Exercise directions
Starting with the line that contains "I need the junctions and links of all", set down each line through the end of the entries below, exactly and with nothing added.

Stored data
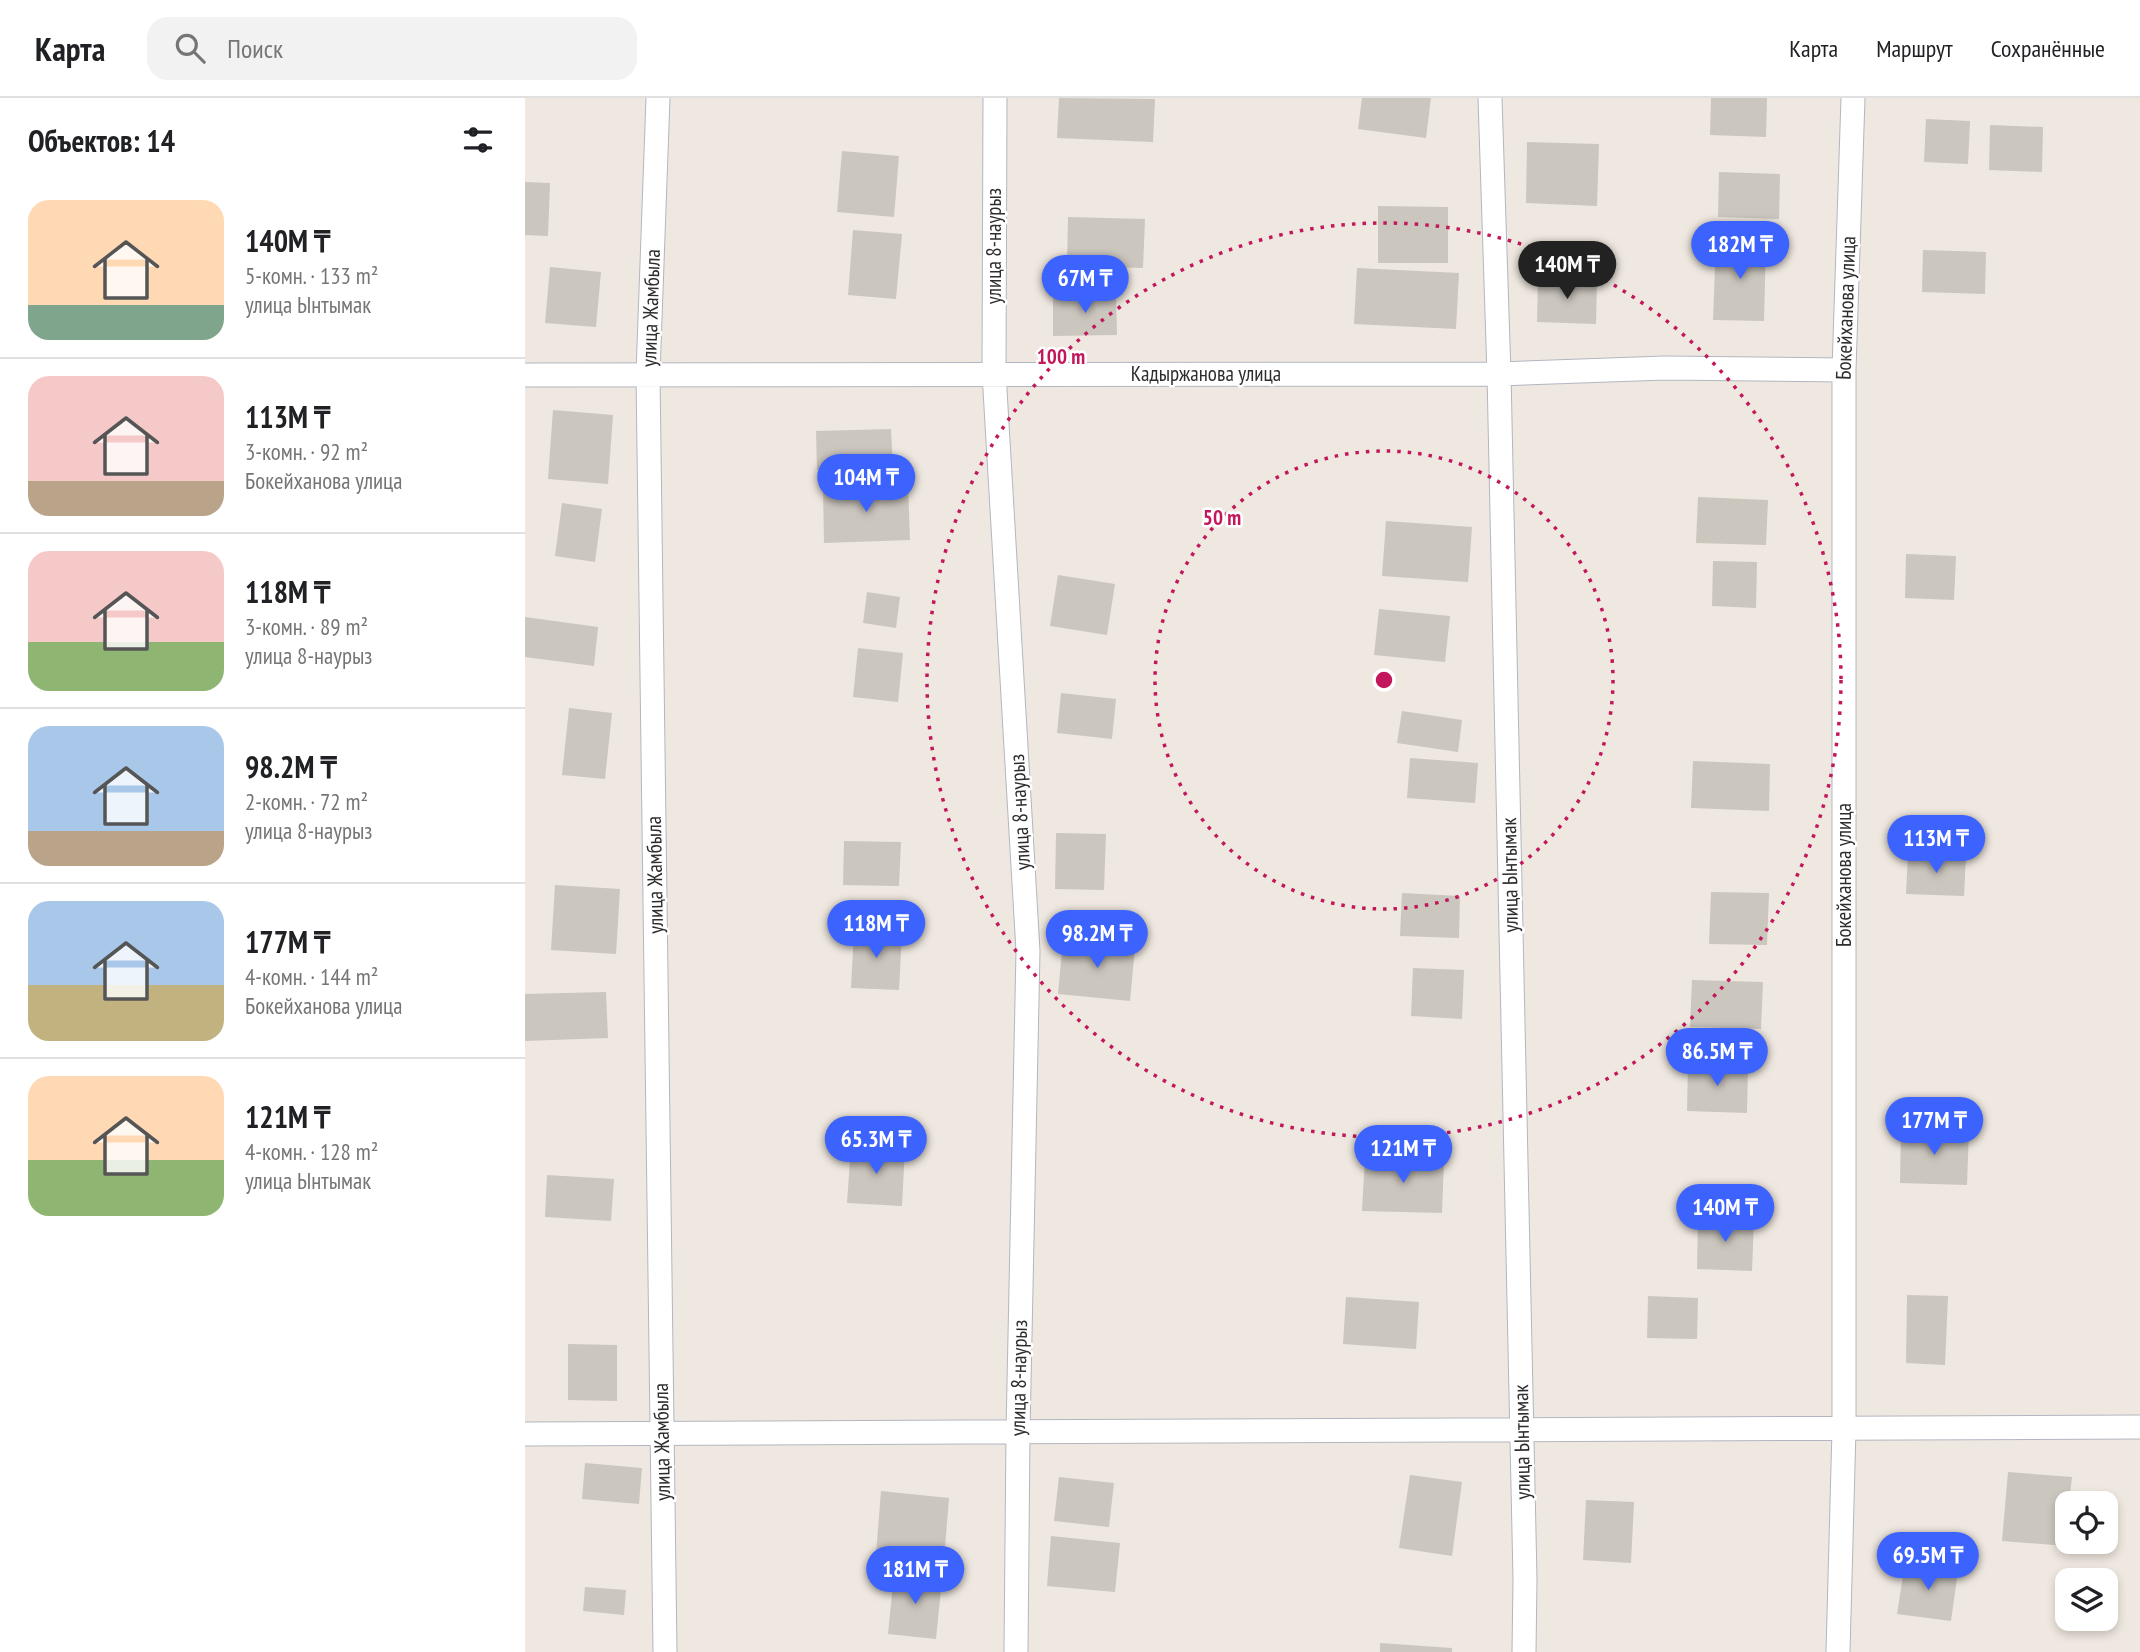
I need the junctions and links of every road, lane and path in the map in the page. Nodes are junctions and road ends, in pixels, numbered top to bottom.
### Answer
1 (658, 98) edge
2 (995, 98) edge
3 (1490, 98) edge
4 (1853, 98) edge
5 (1844, 370) junction
6 (994, 373) junction
7 (649, 374) junction
8 (1499, 374) junction
9 (525, 375) edge
10 (2140, 1427) edge
11 (1844, 1429) junction
12 (1521, 1430) junction
13 (1017, 1432) junction
14 (525, 1434) edge
15 (662, 1434) junction
16 (665, 1652) edge
17 (1016, 1652) edge
18 (1524, 1652) edge
19 (1838, 1652) edge

1 - 7 street, улица Жамбыла
2 - 6 street, улица 8-наурыз
3 - 8 street, улица Ынтымак
4 - 5 street, Бокейханова улица
5 - 8 street, Кадыржанова улица
5 - 11 street, Бокейханова улица
6 - 7 street, Кадыржанова улица
6 - 8 street, Кадыржанова улица
6 - 13 street, улица 8-наурыз
7 - 9 street, Кадыржанова улица
7 - 15 street, улица Жамбыла
8 - 12 street, улица Ынтымак
10 - 11 street
11 - 12 street
11 - 19 street, Бокейханова улица
12 - 13 street
12 - 18 street, улица Ынтымак
13 - 15 street
13 - 17 street, улица 8-наурыз
14 - 15 street
15 - 16 street, улица Жамбыла

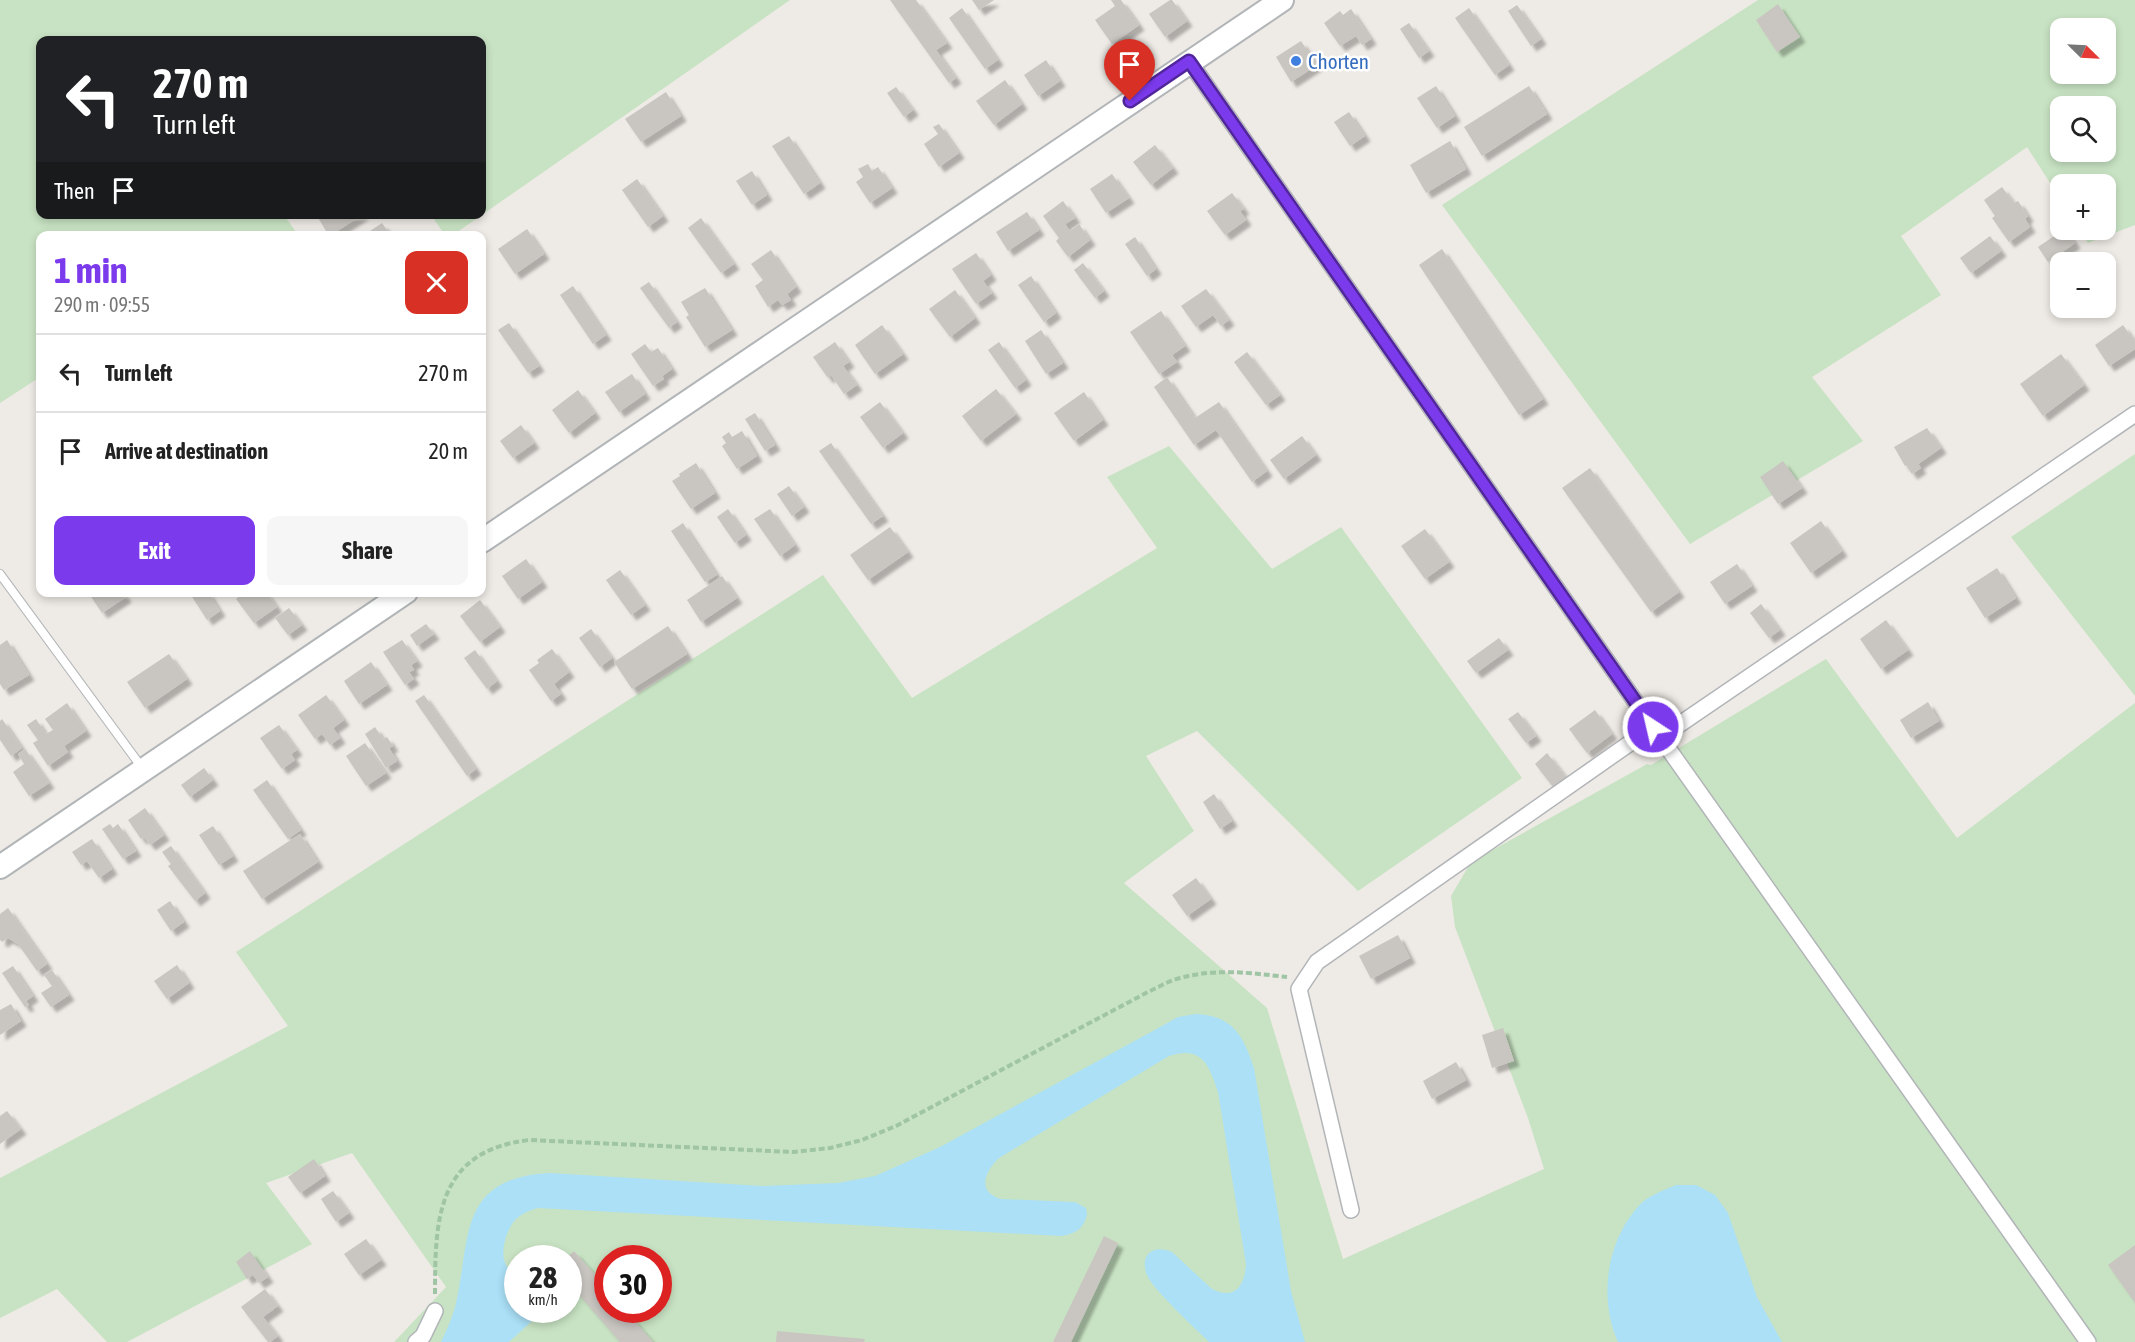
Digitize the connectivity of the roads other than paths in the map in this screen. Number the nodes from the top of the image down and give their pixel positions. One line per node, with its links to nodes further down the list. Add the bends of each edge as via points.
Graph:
1 (1282, 0): 2 (main road)
2 (1189, 61): 4 (main road); 7 (street)
3 (2135, 414): 7 (street)
4 (486, 538)
5 (0, 574): 8 (lane)
6 (399, 597): 8 (main road)
7 (1655, 728): 10 (street, via 1317,962 1299,988); 13 (street)
8 (144, 770): 9 (main road)
9 (0, 867)
10 (1351, 1210)
11 (435, 1311): 12 (street)
12 (416, 1342)
13 (2088, 1342)

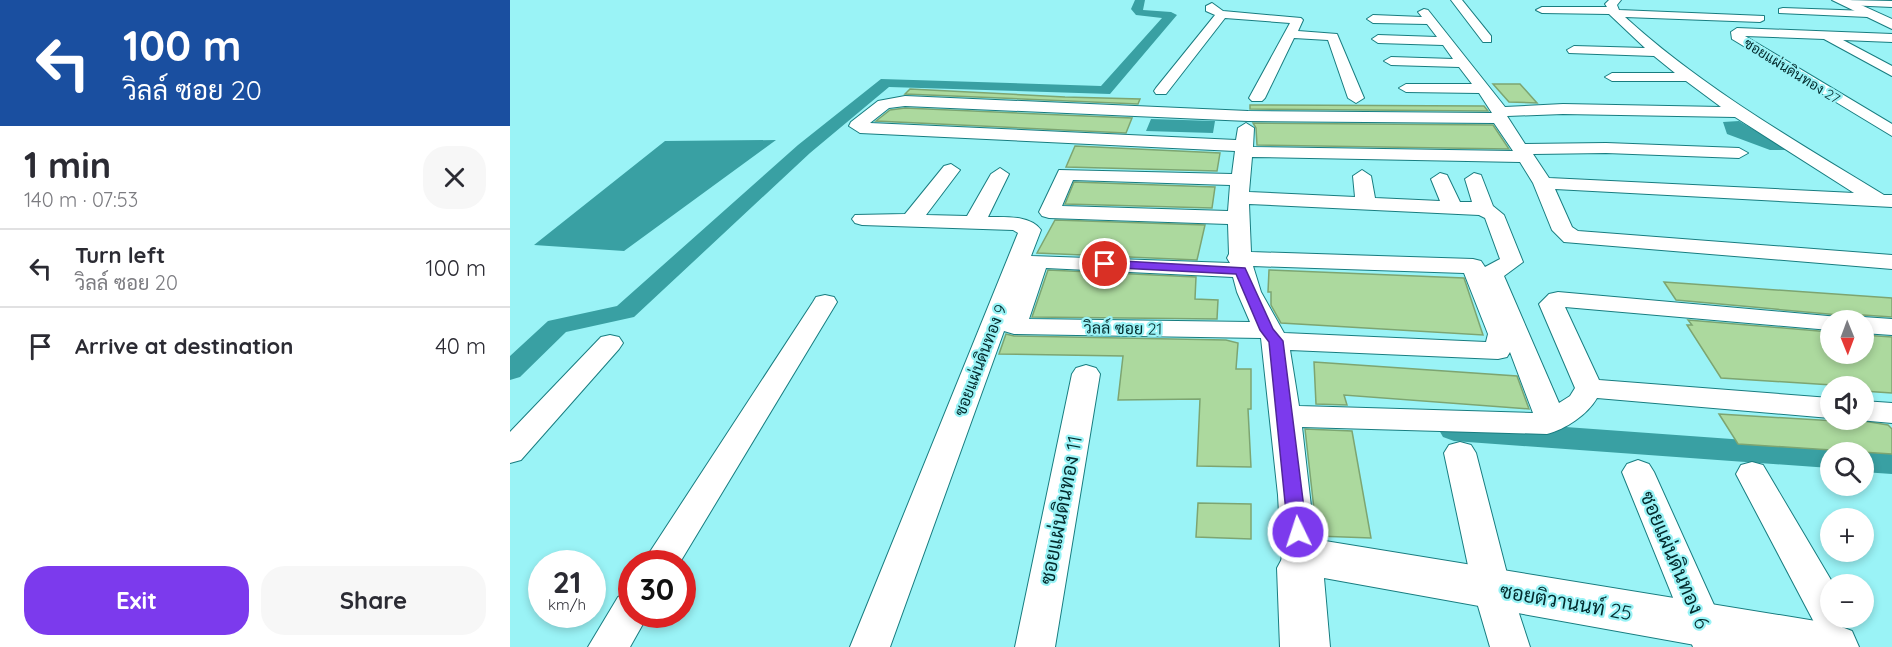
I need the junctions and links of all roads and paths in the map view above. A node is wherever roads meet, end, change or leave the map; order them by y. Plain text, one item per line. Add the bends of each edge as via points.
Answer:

Solution to this exercise
I need the junctions and links of all roads and paths in the map view above. A node is wherever roads meet, end, change or leave the map; order them by y. Plain text, one item per line. Add the bends of each edge as via points.
Answer:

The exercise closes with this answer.